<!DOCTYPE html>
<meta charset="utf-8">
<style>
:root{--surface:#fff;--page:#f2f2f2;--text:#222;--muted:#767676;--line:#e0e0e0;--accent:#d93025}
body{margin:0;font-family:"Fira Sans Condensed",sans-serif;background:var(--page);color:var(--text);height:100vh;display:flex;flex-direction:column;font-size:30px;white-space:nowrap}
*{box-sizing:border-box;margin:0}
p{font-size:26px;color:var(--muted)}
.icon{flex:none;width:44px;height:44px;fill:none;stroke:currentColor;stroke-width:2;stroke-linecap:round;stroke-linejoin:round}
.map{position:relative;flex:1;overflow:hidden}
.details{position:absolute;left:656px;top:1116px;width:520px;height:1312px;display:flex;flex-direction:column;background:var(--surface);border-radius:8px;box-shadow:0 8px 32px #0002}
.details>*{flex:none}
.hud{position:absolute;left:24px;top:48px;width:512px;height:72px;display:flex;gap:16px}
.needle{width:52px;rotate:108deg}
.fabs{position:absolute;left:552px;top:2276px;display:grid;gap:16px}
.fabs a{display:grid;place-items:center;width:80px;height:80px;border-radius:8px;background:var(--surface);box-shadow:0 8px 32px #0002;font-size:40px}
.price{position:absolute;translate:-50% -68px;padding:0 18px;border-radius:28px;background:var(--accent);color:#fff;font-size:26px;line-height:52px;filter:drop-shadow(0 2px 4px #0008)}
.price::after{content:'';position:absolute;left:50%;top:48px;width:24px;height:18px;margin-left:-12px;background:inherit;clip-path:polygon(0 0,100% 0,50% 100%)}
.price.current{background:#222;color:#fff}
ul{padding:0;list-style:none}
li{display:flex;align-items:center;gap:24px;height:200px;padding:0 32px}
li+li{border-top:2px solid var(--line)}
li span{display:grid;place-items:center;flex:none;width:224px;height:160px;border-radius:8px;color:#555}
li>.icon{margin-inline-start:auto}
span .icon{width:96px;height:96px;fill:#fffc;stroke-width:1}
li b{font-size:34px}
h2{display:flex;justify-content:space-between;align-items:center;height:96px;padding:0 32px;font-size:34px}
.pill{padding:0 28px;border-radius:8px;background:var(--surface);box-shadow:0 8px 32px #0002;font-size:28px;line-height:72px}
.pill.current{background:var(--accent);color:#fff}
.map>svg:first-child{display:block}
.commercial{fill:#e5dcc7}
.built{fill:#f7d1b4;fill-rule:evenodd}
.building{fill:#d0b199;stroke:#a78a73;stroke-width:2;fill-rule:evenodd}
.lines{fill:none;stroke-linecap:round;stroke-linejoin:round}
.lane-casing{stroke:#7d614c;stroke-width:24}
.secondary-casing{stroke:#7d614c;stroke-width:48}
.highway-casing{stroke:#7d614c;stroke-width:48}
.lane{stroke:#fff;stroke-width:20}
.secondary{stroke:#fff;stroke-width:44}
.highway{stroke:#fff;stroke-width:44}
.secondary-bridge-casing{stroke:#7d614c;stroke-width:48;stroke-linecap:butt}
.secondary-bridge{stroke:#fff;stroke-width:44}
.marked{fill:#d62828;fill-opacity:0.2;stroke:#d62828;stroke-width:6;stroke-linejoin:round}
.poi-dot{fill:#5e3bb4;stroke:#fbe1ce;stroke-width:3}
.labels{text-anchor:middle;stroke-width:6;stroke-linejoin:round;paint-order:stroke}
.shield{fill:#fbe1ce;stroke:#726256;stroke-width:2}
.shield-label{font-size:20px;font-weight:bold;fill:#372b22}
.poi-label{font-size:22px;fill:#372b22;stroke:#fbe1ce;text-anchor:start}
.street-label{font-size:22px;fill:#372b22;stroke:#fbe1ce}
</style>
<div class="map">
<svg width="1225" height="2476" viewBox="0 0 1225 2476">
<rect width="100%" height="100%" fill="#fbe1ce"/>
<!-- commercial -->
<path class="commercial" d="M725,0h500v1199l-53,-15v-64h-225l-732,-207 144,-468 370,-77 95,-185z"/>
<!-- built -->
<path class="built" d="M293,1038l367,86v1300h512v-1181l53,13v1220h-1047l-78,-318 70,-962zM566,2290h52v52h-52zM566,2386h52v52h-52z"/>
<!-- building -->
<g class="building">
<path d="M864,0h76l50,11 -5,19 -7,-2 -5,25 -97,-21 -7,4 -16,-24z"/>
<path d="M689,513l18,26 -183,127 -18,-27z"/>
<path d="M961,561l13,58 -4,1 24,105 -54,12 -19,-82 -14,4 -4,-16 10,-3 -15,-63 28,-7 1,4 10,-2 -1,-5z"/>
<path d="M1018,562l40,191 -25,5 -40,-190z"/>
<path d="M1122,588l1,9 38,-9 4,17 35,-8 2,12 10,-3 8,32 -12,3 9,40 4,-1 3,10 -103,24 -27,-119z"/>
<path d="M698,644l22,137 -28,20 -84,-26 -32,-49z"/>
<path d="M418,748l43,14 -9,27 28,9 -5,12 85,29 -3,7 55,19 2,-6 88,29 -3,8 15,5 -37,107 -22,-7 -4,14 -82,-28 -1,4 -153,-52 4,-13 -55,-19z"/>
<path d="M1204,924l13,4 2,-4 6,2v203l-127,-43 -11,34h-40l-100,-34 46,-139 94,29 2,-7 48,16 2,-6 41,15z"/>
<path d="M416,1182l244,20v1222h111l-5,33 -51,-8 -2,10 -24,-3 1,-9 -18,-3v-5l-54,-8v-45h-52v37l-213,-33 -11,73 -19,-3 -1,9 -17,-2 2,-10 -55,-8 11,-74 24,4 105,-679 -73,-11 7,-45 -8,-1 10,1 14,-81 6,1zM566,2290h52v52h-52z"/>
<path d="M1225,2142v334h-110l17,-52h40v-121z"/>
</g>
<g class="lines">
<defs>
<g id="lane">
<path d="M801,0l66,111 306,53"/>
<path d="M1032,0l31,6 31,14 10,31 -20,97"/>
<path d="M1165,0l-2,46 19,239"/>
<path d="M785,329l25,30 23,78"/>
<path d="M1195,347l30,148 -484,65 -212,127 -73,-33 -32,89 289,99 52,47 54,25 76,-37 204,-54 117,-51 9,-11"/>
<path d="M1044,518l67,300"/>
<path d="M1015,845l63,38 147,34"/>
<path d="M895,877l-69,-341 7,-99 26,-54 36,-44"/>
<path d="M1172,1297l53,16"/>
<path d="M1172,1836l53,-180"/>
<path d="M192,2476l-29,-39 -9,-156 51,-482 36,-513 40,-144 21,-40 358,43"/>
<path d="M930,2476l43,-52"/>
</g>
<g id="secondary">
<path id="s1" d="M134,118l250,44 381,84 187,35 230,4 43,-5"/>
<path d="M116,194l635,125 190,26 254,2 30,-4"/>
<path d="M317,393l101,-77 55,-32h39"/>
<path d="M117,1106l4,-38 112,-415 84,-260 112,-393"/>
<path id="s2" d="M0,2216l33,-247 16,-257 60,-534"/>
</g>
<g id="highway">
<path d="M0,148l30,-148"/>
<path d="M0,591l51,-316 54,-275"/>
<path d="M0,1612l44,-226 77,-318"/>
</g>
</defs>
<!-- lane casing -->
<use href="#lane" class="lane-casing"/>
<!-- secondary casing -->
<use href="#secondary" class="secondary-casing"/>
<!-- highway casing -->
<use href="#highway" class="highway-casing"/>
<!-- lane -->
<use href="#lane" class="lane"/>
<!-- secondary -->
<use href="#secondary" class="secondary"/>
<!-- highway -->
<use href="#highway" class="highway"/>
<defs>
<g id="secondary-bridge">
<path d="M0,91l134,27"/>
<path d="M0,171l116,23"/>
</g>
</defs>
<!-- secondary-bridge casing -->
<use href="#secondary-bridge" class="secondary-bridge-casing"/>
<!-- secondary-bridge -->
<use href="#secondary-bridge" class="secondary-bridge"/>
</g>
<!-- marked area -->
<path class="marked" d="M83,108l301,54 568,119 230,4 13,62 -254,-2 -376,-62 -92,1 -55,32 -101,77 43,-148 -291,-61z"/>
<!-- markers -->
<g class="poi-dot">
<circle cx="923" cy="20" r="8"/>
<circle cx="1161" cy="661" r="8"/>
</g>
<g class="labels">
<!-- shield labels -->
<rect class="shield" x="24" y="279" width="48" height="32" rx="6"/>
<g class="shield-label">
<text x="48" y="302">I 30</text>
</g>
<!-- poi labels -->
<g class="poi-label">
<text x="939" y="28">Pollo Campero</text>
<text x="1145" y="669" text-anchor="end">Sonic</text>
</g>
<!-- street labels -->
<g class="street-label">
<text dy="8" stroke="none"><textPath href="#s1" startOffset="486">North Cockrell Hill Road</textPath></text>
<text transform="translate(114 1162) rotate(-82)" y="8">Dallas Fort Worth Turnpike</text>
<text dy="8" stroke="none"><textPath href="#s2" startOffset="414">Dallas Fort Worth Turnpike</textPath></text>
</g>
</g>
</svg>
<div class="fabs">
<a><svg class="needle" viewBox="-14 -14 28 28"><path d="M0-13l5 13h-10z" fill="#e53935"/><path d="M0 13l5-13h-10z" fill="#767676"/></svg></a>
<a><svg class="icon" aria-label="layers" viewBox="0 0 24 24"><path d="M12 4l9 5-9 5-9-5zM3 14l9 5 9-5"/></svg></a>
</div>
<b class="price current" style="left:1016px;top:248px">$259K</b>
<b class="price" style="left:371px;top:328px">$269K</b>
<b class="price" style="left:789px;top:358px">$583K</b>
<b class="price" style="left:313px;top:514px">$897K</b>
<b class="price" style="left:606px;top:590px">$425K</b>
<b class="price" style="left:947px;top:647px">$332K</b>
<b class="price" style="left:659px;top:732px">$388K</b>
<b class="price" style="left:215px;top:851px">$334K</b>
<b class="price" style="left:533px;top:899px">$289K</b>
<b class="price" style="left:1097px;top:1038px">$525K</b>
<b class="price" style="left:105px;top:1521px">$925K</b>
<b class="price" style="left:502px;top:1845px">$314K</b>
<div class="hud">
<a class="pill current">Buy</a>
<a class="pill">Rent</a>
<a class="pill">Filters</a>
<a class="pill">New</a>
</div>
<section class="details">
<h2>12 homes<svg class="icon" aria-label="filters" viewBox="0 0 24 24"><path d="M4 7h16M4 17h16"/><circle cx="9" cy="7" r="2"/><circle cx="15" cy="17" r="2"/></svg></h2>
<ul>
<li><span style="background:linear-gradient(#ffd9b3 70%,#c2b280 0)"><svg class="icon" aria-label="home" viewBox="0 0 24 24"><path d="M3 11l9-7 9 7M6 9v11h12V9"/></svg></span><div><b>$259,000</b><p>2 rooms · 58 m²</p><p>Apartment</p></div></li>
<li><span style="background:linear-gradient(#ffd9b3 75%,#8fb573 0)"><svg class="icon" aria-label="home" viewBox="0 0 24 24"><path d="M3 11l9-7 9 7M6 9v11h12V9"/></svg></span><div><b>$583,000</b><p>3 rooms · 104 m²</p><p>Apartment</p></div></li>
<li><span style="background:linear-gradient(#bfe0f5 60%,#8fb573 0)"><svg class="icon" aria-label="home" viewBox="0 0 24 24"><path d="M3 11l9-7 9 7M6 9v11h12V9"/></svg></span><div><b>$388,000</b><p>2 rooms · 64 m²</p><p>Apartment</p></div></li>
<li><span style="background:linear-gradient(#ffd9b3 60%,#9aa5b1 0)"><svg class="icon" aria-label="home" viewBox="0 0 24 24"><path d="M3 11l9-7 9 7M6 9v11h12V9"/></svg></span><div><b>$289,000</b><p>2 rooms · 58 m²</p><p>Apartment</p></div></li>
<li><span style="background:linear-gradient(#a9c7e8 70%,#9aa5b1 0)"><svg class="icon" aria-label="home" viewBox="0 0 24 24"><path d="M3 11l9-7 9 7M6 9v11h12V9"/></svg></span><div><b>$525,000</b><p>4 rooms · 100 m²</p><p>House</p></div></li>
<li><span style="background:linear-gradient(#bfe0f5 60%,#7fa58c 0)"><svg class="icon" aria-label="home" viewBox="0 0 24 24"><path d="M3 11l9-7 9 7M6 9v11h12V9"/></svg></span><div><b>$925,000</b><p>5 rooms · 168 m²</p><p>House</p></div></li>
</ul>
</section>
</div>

_____

§ Work request: Scan the listing above for the word "fabs" and copy every line that holds it.

§ Result for this task:
.fabs{position:absolute;left:552px;top:2276px;display:grid;gap:16px}
.fabs a{display:grid;place-items:center;width:80px;height:80px;border-radius:8px;background:var(--surface);box-shadow:0 8px 32px #0002;font-size:40px}
<div class="fabs">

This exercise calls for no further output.